**GIVEN DATA**:
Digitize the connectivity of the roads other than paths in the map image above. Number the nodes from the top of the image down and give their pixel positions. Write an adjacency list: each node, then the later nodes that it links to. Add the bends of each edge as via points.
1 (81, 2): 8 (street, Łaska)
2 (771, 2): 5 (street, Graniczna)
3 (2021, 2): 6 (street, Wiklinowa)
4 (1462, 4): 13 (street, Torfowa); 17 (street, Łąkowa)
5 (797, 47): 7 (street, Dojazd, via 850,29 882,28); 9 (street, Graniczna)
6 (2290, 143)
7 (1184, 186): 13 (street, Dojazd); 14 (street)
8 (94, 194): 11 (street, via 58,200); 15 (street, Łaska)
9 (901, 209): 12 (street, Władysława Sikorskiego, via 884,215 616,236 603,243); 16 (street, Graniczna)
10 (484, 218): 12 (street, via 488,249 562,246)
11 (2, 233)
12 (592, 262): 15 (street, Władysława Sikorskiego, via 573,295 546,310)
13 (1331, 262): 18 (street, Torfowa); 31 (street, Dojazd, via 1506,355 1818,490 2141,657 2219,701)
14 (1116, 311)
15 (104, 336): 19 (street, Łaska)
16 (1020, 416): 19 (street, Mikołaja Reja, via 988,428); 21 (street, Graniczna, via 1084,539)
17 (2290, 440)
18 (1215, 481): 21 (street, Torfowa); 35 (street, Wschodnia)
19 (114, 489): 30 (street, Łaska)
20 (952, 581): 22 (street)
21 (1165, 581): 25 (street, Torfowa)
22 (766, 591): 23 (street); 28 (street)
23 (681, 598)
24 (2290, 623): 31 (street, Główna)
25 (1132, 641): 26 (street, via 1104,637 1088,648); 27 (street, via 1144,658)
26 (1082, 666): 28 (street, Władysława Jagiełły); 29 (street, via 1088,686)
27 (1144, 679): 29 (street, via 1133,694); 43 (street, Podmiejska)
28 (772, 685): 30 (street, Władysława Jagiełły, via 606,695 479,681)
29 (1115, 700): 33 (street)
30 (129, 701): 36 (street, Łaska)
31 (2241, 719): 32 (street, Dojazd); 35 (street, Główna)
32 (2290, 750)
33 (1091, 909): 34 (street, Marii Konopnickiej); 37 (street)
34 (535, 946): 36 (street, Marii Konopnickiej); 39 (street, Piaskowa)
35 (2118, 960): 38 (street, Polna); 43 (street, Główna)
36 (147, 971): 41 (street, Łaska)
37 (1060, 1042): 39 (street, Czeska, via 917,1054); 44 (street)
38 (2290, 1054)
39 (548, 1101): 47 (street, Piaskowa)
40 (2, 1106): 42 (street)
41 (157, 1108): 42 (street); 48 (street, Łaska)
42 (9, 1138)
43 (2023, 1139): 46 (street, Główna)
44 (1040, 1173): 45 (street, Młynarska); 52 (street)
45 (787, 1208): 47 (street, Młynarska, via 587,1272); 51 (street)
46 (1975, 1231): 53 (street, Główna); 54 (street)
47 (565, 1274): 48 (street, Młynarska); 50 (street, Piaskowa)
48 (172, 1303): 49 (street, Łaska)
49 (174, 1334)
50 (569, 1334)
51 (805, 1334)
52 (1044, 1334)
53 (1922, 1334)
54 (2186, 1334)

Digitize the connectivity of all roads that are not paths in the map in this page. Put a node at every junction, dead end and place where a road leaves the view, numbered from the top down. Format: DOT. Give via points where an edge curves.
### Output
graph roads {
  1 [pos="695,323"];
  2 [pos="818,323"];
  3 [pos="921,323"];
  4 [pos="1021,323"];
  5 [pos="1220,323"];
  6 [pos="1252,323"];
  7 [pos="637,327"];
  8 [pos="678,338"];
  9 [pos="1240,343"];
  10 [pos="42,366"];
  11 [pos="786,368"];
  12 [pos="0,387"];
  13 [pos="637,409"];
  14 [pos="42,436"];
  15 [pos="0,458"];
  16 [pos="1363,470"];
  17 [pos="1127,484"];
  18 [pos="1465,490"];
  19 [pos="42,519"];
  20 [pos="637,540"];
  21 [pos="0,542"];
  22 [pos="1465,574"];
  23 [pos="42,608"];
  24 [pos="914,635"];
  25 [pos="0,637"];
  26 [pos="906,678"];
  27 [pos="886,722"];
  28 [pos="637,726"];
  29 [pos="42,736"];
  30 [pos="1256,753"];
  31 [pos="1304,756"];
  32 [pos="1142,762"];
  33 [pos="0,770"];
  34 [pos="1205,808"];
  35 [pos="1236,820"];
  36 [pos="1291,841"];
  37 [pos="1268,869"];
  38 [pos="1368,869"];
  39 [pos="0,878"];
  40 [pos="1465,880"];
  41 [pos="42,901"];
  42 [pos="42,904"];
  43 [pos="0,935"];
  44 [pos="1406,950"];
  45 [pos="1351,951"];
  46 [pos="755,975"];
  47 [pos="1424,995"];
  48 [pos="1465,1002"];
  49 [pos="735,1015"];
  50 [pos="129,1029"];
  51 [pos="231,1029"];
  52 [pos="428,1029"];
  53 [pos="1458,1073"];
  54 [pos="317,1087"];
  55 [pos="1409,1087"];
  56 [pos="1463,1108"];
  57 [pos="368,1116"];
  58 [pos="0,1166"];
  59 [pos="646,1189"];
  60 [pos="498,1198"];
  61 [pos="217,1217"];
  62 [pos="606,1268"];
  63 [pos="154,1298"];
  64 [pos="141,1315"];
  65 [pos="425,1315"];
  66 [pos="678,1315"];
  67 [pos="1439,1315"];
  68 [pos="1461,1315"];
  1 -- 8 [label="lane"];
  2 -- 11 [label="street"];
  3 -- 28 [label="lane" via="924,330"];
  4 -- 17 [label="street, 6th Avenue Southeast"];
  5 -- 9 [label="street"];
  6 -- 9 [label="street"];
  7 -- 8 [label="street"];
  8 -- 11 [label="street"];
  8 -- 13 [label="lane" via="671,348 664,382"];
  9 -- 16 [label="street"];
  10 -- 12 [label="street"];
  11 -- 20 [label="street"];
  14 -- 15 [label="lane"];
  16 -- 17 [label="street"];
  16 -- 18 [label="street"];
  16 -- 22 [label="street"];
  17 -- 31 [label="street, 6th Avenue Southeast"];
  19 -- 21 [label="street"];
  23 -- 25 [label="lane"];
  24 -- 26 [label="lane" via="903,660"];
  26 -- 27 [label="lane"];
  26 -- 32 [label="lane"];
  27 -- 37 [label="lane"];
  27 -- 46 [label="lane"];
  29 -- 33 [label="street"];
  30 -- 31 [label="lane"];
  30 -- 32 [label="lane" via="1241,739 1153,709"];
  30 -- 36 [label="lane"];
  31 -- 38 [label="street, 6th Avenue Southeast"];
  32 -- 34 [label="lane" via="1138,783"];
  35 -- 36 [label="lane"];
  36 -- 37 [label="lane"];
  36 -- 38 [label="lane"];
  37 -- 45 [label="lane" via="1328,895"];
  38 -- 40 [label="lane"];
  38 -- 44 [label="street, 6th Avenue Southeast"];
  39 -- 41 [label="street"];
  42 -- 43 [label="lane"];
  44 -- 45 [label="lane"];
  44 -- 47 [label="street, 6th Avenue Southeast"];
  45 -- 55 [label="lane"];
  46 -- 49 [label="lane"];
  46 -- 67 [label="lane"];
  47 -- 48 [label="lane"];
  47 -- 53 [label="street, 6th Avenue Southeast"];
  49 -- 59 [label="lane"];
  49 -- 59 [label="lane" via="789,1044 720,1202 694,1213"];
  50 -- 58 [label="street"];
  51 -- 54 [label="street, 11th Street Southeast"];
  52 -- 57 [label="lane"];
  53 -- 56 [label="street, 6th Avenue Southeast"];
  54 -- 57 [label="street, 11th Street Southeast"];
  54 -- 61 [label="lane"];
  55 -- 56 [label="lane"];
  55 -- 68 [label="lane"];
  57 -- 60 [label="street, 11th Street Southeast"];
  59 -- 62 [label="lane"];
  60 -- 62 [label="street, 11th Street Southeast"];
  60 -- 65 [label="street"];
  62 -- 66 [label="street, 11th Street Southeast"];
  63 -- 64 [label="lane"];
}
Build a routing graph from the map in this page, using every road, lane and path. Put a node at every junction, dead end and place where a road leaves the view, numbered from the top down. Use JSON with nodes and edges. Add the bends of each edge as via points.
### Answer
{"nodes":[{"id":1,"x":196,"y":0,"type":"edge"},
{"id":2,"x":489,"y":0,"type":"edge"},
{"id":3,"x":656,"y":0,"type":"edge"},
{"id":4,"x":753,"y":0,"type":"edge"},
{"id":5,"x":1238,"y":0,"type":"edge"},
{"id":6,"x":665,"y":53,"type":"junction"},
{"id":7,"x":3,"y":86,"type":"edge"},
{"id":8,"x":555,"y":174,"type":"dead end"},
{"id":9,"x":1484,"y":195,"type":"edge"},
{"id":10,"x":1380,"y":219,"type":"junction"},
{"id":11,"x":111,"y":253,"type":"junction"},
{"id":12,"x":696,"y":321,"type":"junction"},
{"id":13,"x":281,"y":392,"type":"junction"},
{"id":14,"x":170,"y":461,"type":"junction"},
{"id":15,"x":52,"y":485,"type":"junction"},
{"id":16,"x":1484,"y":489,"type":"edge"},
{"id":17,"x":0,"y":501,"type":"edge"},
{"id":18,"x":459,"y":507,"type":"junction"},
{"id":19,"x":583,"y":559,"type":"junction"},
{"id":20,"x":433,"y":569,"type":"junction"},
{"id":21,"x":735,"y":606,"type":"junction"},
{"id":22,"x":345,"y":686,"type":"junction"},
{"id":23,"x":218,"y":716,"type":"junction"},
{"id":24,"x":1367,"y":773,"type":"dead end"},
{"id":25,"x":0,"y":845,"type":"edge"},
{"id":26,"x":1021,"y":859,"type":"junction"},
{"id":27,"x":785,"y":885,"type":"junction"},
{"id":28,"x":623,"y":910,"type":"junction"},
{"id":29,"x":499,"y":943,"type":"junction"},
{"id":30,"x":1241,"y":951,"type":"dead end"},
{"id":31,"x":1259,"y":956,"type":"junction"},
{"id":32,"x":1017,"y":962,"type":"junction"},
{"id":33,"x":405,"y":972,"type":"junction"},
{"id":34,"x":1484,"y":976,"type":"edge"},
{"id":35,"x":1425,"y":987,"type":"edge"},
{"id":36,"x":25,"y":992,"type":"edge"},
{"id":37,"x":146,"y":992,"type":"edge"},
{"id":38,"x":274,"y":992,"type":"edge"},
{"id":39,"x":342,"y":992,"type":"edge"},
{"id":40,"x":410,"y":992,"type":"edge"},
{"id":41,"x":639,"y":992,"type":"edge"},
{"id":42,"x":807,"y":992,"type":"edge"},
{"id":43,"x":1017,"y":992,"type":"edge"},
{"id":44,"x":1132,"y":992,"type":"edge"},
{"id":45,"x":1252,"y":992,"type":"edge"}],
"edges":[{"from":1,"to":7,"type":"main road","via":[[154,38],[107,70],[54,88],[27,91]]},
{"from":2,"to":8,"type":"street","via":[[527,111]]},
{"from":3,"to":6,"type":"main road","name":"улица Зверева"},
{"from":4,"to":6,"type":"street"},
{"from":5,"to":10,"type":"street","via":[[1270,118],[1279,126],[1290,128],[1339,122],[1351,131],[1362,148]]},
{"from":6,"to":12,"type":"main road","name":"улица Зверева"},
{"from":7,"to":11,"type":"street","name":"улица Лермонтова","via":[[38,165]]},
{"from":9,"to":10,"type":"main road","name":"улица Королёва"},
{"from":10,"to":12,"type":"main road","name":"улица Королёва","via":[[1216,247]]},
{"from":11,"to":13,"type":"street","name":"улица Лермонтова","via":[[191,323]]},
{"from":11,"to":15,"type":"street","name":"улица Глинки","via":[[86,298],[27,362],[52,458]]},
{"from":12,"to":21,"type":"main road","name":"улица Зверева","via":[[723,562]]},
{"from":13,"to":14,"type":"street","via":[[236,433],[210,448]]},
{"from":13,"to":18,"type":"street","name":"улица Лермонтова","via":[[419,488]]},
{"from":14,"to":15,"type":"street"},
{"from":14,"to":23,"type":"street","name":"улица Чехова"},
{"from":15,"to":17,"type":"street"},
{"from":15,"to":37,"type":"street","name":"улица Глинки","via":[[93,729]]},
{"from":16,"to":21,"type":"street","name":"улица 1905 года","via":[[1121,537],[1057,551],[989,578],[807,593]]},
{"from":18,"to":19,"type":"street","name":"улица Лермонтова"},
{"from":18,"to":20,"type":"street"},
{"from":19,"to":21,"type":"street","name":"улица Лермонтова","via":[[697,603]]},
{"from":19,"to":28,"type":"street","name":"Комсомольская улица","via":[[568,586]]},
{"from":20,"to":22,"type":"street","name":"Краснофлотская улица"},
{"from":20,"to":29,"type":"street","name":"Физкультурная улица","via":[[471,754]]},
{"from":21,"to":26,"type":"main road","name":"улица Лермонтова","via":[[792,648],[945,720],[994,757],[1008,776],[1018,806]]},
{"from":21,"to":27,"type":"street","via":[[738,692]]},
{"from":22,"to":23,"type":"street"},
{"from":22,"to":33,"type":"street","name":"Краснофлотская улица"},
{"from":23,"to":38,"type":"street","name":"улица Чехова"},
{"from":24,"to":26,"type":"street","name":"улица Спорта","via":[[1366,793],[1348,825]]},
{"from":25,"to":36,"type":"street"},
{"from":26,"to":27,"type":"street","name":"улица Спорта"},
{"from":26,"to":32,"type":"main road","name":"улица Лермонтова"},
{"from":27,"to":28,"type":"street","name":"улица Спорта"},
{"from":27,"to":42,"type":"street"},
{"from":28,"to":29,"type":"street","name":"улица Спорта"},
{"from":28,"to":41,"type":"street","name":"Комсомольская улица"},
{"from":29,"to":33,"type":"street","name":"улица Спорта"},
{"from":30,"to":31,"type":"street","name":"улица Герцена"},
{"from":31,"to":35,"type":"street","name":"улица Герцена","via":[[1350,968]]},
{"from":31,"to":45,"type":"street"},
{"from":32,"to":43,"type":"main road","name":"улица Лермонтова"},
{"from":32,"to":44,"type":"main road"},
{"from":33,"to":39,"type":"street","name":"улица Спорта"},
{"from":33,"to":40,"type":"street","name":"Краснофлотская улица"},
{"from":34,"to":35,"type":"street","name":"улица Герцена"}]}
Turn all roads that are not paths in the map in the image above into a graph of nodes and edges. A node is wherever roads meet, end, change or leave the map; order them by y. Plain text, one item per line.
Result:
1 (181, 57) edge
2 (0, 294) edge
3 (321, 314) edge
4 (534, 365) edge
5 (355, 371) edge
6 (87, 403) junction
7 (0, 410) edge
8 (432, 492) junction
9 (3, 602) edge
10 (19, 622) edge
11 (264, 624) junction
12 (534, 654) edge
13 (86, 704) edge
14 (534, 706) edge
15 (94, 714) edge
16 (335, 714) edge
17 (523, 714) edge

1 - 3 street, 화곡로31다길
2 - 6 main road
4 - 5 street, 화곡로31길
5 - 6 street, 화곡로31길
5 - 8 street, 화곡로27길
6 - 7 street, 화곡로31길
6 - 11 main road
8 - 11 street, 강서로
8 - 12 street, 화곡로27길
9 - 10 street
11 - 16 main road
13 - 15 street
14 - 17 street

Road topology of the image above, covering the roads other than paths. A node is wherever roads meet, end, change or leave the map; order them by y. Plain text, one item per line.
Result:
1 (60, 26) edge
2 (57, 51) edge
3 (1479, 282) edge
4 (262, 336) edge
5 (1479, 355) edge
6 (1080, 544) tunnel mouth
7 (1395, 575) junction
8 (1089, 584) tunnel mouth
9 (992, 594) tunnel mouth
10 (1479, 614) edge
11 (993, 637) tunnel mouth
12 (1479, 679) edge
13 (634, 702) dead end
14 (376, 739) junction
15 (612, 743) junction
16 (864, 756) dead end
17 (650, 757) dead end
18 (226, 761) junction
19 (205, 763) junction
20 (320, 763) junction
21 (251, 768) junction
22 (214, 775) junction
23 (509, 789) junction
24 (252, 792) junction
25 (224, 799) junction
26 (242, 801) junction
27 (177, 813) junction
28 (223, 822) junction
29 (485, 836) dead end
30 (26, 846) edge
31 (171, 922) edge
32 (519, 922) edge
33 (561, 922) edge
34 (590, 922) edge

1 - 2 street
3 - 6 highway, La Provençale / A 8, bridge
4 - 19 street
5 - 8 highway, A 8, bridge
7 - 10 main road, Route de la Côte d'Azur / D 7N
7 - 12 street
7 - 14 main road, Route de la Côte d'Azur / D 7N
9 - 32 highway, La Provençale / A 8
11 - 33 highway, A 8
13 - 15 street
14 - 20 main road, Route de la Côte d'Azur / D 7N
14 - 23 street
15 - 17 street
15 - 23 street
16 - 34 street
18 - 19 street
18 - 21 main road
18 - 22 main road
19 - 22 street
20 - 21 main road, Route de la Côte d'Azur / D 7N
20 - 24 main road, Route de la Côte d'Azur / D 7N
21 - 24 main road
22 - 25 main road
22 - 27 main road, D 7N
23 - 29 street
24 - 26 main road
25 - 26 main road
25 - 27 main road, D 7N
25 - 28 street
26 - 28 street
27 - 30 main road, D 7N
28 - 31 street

**AIM OF THE TASK**:
For the word "Azur", return every line of the records that holds it.

**REPLY TO THE EXERCISE**:
7 - 10 main road, Route de la Côte d'Azur / D 7N
7 - 14 main road, Route de la Côte d'Azur / D 7N
14 - 20 main road, Route de la Côte d'Azur / D 7N
20 - 21 main road, Route de la Côte d'Azur / D 7N
20 - 24 main road, Route de la Côte d'Azur / D 7N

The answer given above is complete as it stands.